GIVEN DATA:
[Start of Attachment]

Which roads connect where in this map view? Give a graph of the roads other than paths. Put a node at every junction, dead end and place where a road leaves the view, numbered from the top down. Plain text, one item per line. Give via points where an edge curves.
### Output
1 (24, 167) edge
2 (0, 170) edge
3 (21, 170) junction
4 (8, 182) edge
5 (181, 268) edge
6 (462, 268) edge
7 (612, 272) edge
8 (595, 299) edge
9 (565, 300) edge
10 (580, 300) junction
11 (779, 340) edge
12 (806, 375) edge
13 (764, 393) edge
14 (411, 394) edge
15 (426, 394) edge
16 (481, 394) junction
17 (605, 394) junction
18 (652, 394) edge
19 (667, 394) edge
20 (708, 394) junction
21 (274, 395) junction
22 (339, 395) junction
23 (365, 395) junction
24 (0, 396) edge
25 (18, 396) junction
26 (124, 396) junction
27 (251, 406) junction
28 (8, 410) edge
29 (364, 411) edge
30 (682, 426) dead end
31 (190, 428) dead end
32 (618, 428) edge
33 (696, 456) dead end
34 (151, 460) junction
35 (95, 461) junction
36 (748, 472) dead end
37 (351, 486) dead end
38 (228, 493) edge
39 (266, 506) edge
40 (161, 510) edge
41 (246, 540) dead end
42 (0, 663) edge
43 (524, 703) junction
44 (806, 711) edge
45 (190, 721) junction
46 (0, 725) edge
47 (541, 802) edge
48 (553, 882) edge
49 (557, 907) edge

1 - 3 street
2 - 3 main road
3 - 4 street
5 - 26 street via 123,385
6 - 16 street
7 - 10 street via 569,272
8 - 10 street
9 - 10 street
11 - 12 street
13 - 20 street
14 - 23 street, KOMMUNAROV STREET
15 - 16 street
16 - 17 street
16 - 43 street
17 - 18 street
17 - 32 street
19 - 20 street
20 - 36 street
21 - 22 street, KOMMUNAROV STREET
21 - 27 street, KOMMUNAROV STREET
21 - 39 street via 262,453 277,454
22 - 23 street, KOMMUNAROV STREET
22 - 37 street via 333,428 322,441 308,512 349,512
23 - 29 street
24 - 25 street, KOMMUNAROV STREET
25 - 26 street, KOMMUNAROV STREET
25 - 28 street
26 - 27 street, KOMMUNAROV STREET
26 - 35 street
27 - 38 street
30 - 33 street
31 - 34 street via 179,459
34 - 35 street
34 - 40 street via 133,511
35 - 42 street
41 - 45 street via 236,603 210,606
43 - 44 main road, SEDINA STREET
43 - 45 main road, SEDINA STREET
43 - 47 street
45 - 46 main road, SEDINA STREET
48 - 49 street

[End of Attachment]

WHAT NEEDS TO BE DONE:
I need each line of the entries that holds the string "KOMMUNAROV" located and copied.

RESPONSE AREA:
14 - 23 street, KOMMUNAROV STREET
21 - 22 street, KOMMUNAROV STREET
21 - 27 street, KOMMUNAROV STREET
22 - 23 street, KOMMUNAROV STREET
24 - 25 street, KOMMUNAROV STREET
25 - 26 street, KOMMUNAROV STREET
26 - 27 street, KOMMUNAROV STREET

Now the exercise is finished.